§ What to produce: Beginning with the line that contains "Write the network" in the material below, print each line exactly until the line that contains "Please list the" has been printed, then stop.

§ Dataset content:
══════════════════════════════
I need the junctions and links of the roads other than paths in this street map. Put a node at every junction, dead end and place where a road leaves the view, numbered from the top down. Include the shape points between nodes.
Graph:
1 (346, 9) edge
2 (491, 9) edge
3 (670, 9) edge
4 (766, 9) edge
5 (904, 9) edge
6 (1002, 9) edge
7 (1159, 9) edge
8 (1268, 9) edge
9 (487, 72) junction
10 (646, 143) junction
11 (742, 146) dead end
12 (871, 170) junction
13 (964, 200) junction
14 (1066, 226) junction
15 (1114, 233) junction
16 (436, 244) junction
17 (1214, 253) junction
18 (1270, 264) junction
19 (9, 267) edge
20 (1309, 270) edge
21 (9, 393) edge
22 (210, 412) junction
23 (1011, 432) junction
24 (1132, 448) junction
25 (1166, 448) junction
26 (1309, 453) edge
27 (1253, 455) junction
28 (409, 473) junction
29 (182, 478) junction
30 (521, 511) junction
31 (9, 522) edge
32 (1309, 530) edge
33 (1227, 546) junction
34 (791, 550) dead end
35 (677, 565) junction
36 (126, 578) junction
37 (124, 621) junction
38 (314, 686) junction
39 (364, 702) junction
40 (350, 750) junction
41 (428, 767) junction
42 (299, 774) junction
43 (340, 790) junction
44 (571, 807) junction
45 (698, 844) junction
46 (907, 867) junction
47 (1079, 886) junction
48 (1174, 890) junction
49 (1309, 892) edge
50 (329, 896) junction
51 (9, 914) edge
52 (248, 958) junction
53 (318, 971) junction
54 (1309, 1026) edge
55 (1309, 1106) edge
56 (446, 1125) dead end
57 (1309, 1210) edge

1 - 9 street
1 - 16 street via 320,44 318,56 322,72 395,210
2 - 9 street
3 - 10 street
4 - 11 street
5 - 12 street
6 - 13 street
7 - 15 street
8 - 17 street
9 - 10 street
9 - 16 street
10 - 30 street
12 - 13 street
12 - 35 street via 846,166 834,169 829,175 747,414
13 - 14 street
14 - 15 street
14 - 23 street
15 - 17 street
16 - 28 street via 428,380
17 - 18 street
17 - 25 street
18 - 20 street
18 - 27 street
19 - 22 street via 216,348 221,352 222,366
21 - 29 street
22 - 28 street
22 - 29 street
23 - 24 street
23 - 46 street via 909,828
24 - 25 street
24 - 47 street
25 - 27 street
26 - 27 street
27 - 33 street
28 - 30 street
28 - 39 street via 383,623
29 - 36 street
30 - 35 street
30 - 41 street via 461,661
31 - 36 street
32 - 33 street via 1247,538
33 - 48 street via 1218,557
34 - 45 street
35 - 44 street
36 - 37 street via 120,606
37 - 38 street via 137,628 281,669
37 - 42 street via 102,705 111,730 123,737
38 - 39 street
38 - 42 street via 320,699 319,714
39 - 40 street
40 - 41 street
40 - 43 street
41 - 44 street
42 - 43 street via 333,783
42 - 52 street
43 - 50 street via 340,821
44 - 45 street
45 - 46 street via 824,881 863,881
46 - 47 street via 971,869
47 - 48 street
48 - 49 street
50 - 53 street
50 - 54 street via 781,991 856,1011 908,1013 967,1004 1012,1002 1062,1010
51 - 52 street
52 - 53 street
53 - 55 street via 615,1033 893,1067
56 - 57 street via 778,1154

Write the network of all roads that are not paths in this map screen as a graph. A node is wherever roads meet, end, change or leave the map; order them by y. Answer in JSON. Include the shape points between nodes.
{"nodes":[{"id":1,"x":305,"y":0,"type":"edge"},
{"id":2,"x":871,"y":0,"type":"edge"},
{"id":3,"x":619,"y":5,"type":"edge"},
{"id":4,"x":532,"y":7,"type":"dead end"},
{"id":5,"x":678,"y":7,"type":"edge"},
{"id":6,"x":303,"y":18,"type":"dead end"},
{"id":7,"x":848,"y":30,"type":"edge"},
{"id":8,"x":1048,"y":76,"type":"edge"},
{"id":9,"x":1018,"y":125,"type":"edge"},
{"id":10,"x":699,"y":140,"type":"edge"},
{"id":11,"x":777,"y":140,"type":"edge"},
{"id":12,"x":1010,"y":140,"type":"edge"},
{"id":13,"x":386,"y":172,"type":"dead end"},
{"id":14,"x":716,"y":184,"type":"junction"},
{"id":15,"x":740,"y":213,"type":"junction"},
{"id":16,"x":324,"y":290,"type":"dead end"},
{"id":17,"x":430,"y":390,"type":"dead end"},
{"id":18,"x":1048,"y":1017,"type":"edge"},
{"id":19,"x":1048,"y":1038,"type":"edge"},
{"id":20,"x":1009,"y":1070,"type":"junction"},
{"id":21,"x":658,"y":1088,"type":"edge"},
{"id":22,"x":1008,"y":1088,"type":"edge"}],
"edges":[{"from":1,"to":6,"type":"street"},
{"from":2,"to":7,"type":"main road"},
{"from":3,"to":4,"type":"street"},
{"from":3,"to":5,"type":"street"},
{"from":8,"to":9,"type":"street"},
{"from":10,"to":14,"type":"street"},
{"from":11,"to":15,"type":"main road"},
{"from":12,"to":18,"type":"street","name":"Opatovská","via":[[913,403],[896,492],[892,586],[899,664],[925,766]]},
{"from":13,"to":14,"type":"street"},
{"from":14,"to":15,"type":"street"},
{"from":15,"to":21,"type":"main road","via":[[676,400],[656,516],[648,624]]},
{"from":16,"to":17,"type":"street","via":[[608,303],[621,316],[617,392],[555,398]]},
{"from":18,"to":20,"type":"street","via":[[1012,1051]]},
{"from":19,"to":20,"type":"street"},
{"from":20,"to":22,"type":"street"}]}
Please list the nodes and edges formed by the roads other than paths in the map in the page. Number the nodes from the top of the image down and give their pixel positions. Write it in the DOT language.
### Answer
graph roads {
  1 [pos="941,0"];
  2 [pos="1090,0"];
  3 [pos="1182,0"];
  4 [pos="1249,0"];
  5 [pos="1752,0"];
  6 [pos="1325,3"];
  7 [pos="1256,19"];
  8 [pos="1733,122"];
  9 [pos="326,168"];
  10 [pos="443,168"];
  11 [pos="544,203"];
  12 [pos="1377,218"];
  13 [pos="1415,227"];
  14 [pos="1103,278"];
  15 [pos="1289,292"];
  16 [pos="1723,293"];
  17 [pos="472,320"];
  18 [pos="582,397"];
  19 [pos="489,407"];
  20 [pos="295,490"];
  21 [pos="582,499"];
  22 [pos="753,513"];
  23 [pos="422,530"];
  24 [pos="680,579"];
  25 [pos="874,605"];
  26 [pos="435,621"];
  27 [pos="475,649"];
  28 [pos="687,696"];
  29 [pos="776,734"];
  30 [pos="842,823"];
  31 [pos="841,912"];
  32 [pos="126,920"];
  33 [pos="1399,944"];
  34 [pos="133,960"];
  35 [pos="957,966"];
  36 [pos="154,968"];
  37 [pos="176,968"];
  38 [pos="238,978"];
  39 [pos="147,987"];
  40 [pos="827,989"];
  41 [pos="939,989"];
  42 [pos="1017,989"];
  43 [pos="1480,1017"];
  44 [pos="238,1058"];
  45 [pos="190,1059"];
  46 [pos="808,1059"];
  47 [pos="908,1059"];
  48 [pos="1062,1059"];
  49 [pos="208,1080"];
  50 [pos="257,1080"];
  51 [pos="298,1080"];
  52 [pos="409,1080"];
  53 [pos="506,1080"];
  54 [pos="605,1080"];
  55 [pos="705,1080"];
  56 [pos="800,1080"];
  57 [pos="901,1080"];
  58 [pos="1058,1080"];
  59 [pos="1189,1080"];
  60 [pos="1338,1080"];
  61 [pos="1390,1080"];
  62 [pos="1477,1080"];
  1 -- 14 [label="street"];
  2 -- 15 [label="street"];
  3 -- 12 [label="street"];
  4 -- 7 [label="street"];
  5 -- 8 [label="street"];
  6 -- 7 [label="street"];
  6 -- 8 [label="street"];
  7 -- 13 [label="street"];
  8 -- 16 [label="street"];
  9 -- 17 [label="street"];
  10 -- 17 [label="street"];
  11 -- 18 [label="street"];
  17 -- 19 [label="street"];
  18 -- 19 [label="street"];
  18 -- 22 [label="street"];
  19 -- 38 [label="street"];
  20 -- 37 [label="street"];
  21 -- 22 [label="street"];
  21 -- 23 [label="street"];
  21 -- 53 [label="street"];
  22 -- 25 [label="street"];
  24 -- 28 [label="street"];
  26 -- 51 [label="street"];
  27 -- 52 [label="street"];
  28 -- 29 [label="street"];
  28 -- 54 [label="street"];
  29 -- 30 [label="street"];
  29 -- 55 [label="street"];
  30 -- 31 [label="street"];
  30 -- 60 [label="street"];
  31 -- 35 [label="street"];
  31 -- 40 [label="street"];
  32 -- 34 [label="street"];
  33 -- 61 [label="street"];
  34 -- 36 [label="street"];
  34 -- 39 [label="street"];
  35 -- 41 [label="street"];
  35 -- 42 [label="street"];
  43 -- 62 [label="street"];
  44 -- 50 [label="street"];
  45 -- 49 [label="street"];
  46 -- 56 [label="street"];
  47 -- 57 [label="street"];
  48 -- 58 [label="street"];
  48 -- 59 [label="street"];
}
══════════════════════════════
§ Solution:
Write the network of all roads that are not paths in this map screen as a graph. A node is wherever roads meet, end, change or leave the map; order them by y. Answer in JSON. Include the shape points between nodes.
{"nodes":[{"id":1,"x":305,"y":0,"type":"edge"},
{"id":2,"x":871,"y":0,"type":"edge"},
{"id":3,"x":619,"y":5,"type":"edge"},
{"id":4,"x":532,"y":7,"type":"dead end"},
{"id":5,"x":678,"y":7,"type":"edge"},
{"id":6,"x":303,"y":18,"type":"dead end"},
{"id":7,"x":848,"y":30,"type":"edge"},
{"id":8,"x":1048,"y":76,"type":"edge"},
{"id":9,"x":1018,"y":125,"type":"edge"},
{"id":10,"x":699,"y":140,"type":"edge"},
{"id":11,"x":777,"y":140,"type":"edge"},
{"id":12,"x":1010,"y":140,"type":"edge"},
{"id":13,"x":386,"y":172,"type":"dead end"},
{"id":14,"x":716,"y":184,"type":"junction"},
{"id":15,"x":740,"y":213,"type":"junction"},
{"id":16,"x":324,"y":290,"type":"dead end"},
{"id":17,"x":430,"y":390,"type":"dead end"},
{"id":18,"x":1048,"y":1017,"type":"edge"},
{"id":19,"x":1048,"y":1038,"type":"edge"},
{"id":20,"x":1009,"y":1070,"type":"junction"},
{"id":21,"x":658,"y":1088,"type":"edge"},
{"id":22,"x":1008,"y":1088,"type":"edge"}],
"edges":[{"from":1,"to":6,"type":"street"},
{"from":2,"to":7,"type":"main road"},
{"from":3,"to":4,"type":"street"},
{"from":3,"to":5,"type":"street"},
{"from":8,"to":9,"type":"street"},
{"from":10,"to":14,"type":"street"},
{"from":11,"to":15,"type":"main road"},
{"from":12,"to":18,"type":"street","name":"Opatovská","via":[[913,403],[896,492],[892,586],[899,664],[925,766]]},
{"from":13,"to":14,"type":"street"},
{"from":14,"to":15,"type":"street"},
{"from":15,"to":21,"type":"main road","via":[[676,400],[656,516],[648,624]]},
{"from":16,"to":17,"type":"street","via":[[608,303],[621,316],[617,392],[555,398]]},
{"from":18,"to":20,"type":"street","via":[[1012,1051]]},
{"from":19,"to":20,"type":"street"},
{"from":20,"to":22,"type":"street"}]}
Please list the nodes and edges formed by the roads other than paths in the map in the page. Number the nodes from the top of the image down and give their pixel positions. Write it in the DOT language.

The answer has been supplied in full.